• [AIM OF THE TASK]: Reproduce the entries that follow precisely, setting aside any images.

[Saved data entries]
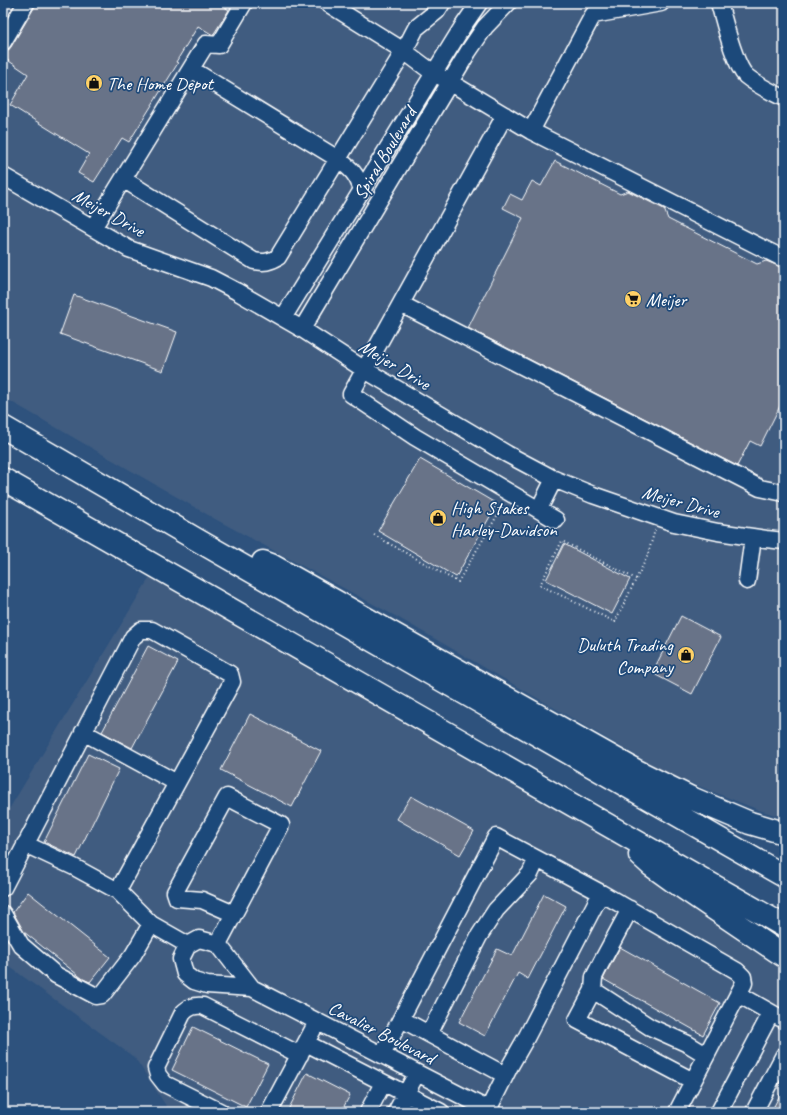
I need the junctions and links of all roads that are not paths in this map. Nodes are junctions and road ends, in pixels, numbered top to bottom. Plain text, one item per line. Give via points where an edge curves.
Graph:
1 (26, 3) edge
2 (244, 3) edge
3 (327, 3) edge
4 (442, 3) edge
5 (479, 3) edge
6 (508, 3) edge
7 (661, 3) edge
8 (719, 3) edge
9 (590, 9) edge
10 (3, 42) edge
11 (404, 51) junction
12 (191, 68) junction
13 (434, 72) junction
14 (450, 82) junction
15 (784, 98) edge
16 (505, 115) junction
17 (531, 131) junction
18 (338, 159) junction
19 (352, 170) junction
20 (374, 170) junction
21 (3, 176) edge
22 (123, 179) junction
23 (362, 190) junction
24 (93, 228) junction
25 (784, 259) edge
26 (401, 304) junction
27 (283, 318) junction
28 (302, 329) junction
29 (365, 370) junction
30 (3, 427) edge
31 (3, 479) edge
32 (554, 479) junction
33 (784, 493) edge
34 (539, 509) junction
35 (556, 520) dead end
36 (754, 537) junction
37 (199, 541) junction
38 (784, 541) edge
39 (747, 581) dead end
40 (83, 732) junction
41 (177, 783) junction
42 (605, 822) junction
43 (784, 833) edge
44 (25, 844) junction
45 (537, 859) junction
46 (784, 876) edge
47 (3, 888) edge
48 (118, 891) junction
49 (602, 893) junction
50 (630, 910) junction
51 (3, 914) edge
52 (234, 914) junction
53 (151, 924) junction
54 (784, 926) edge
55 (218, 944) junction
56 (188, 945) junction
57 (784, 956) edge
58 (252, 988) junction
59 (593, 990) junction
60 (738, 994) junction
61 (778, 1016) edge
62 (401, 1019) junction
63 (317, 1022) junction
64 (429, 1034) junction
65 (303, 1049) junction
66 (382, 1055) junction
67 (706, 1055) junction
68 (784, 1055) edge
69 (417, 1073) junction
70 (505, 1075) junction
71 (693, 1081) junction
72 (383, 1083) junction
73 (405, 1094) junction
74 (490, 1111) edge
75 (221, 1112) edge
76 (269, 1112) edge
77 (368, 1112) edge
78 (396, 1112) edge
79 (441, 1112) edge
80 (677, 1112) edge
81 (719, 1112) edge
82 (754, 1112) edge

1 - 10 street
2 - 12 street via 220,45 206,44
3 - 11 street
4 - 11 street via 437,11 416,28
5 - 13 street, Spiral Boulevard
6 - 14 street, Spiral Boulevard via 485,28
7 - 9 street
8 - 15 street via 735,56 745,75
9 - 17 street
11 - 13 street
11 - 18 street
12 - 18 street
12 - 22 street
13 - 14 street
13 - 20 street, Spiral Boulevard
14 - 16 street
14 - 28 street, Spiral Boulevard
16 - 17 street
16 - 26 street
17 - 25 street
18 - 19 street
18 - 22 street via 278,257 264,263 254,261
19 - 20 street
19 - 23 street
20 - 23 street, Spiral Boulevard
21 - 24 street, Meijer Drive
22 - 24 street
23 - 27 street, Spiral Boulevard
24 - 27 street, Meijer Drive via 129,249 211,278
26 - 29 street
26 - 33 street via 760,488
27 - 28 street, Meijer Drive
28 - 29 street, Meijer Drive
29 - 32 street, Meijer Drive
29 - 34 street via 351,394 410,434
30 - 37 highway
31 - 42 highway
32 - 34 street
32 - 36 street, Meijer Drive via 599,498 674,523
34 - 35 street
36 - 38 street, Meijer Drive
36 - 39 street
37 - 43 highway via 271,565 635,770 750,823
37 - 46 highway
40 - 41 street
40 - 41 street via 133,637 141,630 152,630 230,674 232,682
40 - 44 street
41 - 48 street
42 - 54 highway
42 - 57 highway via 651,865
44 - 47 street
44 - 48 street
45 - 49 street
45 - 62 street via 496,837
45 - 64 street via 530,874 496,910 479,936
48 - 53 street
49 - 50 street
49 - 70 street
50 - 59 street via 594,977
50 - 60 street via 737,971 743,977 744,983
51 - 53 street via 21,945 56,975 96,996 102,996 133,955
52 - 52 street via 281,825 227,797 175,892 177,898 202,900
52 - 55 street
53 - 56 street
55 - 56 street via 199,939
55 - 58 street, Cavalier Boulevard
56 - 58 street, Cavalier Boulevard via 181,959 185,974 194,981 207,985
58 - 63 street, Cavalier Boulevard
59 - 67 street via 650,1027
59 - 71 street via 577,1020
60 - 61 street
60 - 67 street
61 - 81 street
62 - 64 street
62 - 66 street
63 - 65 street
63 - 66 street, Cavalier Boulevard
64 - 70 street
65 - 72 street
65 - 75 street via 203,1006 197,1005 187,1009 156,1068 158,1075 165,1084
65 - 76 street
66 - 69 street, Cavalier Boulevard
67 - 71 street
68 - 82 street
69 - 73 street
69 - 74 street, Cavalier Boulevard
70 - 74 street
71 - 80 street
72 - 73 street
72 - 77 street
73 - 78 street
73 - 79 street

• [OUTPUT OF THE EXERCISE]:
I need the junctions and links of all roads that are not paths in this map. Nodes are junctions and road ends, in pixels, numbered top to bottom. Plain text, one item per line. Give via points where an edge curves.
Graph:
1 (26, 3) edge
2 (244, 3) edge
3 (327, 3) edge
4 (442, 3) edge
5 (479, 3) edge
6 (508, 3) edge
7 (661, 3) edge
8 (719, 3) edge
9 (590, 9) edge
10 (3, 42) edge
11 (404, 51) junction
12 (191, 68) junction
13 (434, 72) junction
14 (450, 82) junction
15 (784, 98) edge
16 (505, 115) junction
17 (531, 131) junction
18 (338, 159) junction
19 (352, 170) junction
20 (374, 170) junction
21 (3, 176) edge
22 (123, 179) junction
23 (362, 190) junction
24 (93, 228) junction
25 (784, 259) edge
26 (401, 304) junction
27 (283, 318) junction
28 (302, 329) junction
29 (365, 370) junction
30 (3, 427) edge
31 (3, 479) edge
32 (554, 479) junction
33 (784, 493) edge
34 (539, 509) junction
35 (556, 520) dead end
36 (754, 537) junction
37 (199, 541) junction
38 (784, 541) edge
39 (747, 581) dead end
40 (83, 732) junction
41 (177, 783) junction
42 (605, 822) junction
43 (784, 833) edge
44 (25, 844) junction
45 (537, 859) junction
46 (784, 876) edge
47 (3, 888) edge
48 (118, 891) junction
49 (602, 893) junction
50 (630, 910) junction
51 (3, 914) edge
52 (234, 914) junction
53 (151, 924) junction
54 (784, 926) edge
55 (218, 944) junction
56 (188, 945) junction
57 (784, 956) edge
58 (252, 988) junction
59 (593, 990) junction
60 (738, 994) junction
61 (778, 1016) edge
62 (401, 1019) junction
63 (317, 1022) junction
64 (429, 1034) junction
65 (303, 1049) junction
66 (382, 1055) junction
67 (706, 1055) junction
68 (784, 1055) edge
69 (417, 1073) junction
70 (505, 1075) junction
71 (693, 1081) junction
72 (383, 1083) junction
73 (405, 1094) junction
74 (490, 1111) edge
75 (221, 1112) edge
76 (269, 1112) edge
77 (368, 1112) edge
78 (396, 1112) edge
79 (441, 1112) edge
80 (677, 1112) edge
81 (719, 1112) edge
82 (754, 1112) edge

1 - 10 street
2 - 12 street via 220,45 206,44
3 - 11 street
4 - 11 street via 437,11 416,28
5 - 13 street, Spiral Boulevard
6 - 14 street, Spiral Boulevard via 485,28
7 - 9 street
8 - 15 street via 735,56 745,75
9 - 17 street
11 - 13 street
11 - 18 street
12 - 18 street
12 - 22 street
13 - 14 street
13 - 20 street, Spiral Boulevard
14 - 16 street
14 - 28 street, Spiral Boulevard
16 - 17 street
16 - 26 street
17 - 25 street
18 - 19 street
18 - 22 street via 278,257 264,263 254,261
19 - 20 street
19 - 23 street
20 - 23 street, Spiral Boulevard
21 - 24 street, Meijer Drive
22 - 24 street
23 - 27 street, Spiral Boulevard
24 - 27 street, Meijer Drive via 129,249 211,278
26 - 29 street
26 - 33 street via 760,488
27 - 28 street, Meijer Drive
28 - 29 street, Meijer Drive
29 - 32 street, Meijer Drive
29 - 34 street via 351,394 410,434
30 - 37 highway
31 - 42 highway
32 - 34 street
32 - 36 street, Meijer Drive via 599,498 674,523
34 - 35 street
36 - 38 street, Meijer Drive
36 - 39 street
37 - 43 highway via 271,565 635,770 750,823
37 - 46 highway
40 - 41 street
40 - 41 street via 133,637 141,630 152,630 230,674 232,682
40 - 44 street
41 - 48 street
42 - 54 highway
42 - 57 highway via 651,865
44 - 47 street
44 - 48 street
45 - 49 street
45 - 62 street via 496,837
45 - 64 street via 530,874 496,910 479,936
48 - 53 street
49 - 50 street
49 - 70 street
50 - 59 street via 594,977
50 - 60 street via 737,971 743,977 744,983
51 - 53 street via 21,945 56,975 96,996 102,996 133,955
52 - 52 street via 281,825 227,797 175,892 177,898 202,900
52 - 55 street
53 - 56 street
55 - 56 street via 199,939
55 - 58 street, Cavalier Boulevard
56 - 58 street, Cavalier Boulevard via 181,959 185,974 194,981 207,985
58 - 63 street, Cavalier Boulevard
59 - 67 street via 650,1027
59 - 71 street via 577,1020
60 - 61 street
60 - 67 street
61 - 81 street
62 - 64 street
62 - 66 street
63 - 65 street
63 - 66 street, Cavalier Boulevard
64 - 70 street
65 - 72 street
65 - 75 street via 203,1006 197,1005 187,1009 156,1068 158,1075 165,1084
65 - 76 street
66 - 69 street, Cavalier Boulevard
67 - 71 street
68 - 82 street
69 - 73 street
69 - 74 street, Cavalier Boulevard
70 - 74 street
71 - 80 street
72 - 73 street
72 - 77 street
73 - 78 street
73 - 79 street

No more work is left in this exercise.